Wikimedia Foundation Community Affairs Committee/Procedure for Sibling Project Lifecycle/FAQs
Community review of the draft Procedure for Sibling Project Lifecycle is open from 13 May to 23 June 2024. You are invited to review of the procedure and share your thoughts on the talk page. You are also welcome to request a conversation and share your thoughts during Talking:2024 conversations. We look forward to talking with you. – Victoria, Billinghurst, Esra'a, Galahad, Kasyap, Lorenzo, Mike, Nat, Noé, Rosie, and Sj. |
More content would be added here if needed.
Why is the term “Sibling Projects” used here?
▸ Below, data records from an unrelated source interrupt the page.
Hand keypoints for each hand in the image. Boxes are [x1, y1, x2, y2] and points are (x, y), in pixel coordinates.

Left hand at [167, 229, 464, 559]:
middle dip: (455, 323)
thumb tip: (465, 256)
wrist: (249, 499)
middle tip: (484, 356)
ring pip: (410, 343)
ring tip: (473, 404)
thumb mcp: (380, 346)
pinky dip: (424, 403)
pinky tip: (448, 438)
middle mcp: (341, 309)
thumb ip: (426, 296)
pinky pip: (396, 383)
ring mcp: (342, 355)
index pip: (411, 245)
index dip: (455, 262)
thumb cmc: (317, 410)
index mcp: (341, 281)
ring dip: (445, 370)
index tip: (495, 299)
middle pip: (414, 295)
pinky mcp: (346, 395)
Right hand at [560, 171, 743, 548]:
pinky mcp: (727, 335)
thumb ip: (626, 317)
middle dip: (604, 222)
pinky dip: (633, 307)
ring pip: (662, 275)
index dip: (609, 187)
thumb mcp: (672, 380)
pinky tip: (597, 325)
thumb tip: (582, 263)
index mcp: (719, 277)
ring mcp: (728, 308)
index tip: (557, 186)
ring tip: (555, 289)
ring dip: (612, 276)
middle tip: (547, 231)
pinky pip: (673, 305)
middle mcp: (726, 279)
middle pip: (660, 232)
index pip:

editThe term “Sister Project” has historically been used to describe all the publicly available wikis (“Wikimedia Projects”) operated by the Wikimedia Foundation, including Wikipedia, Wikimedia Commons, Wikidata, and others. Some community members have also used the term “Sister Project” in the context of language versions of the same wiki, such as English Wikipedia, Bengali Wikipedia, etc., or Vietnamese Wikisource, Catalan Wikisource, etc. Still, other community members have interpreted “Sister Projects” as synonymous with “WikiProjects”, such as English:Wikipedia:WikiProject Military history or Wikidata:WikiProject sum of all paintings.
To address the confusion and to disambiguate the terms, a working term - “Sibling Projects” - will be used to distinguish separate content projects (wikis) from language variants of the same content project. Under this naming scheme, Wikipedia, Wikisource and Wikidata are “Sibling Projects”. Thus, the French Wikisource and Polish Wikisource would be “language versions (French and Polish) of the same Sibling Project (Wikisource)”. This is a working terminology, and it might change.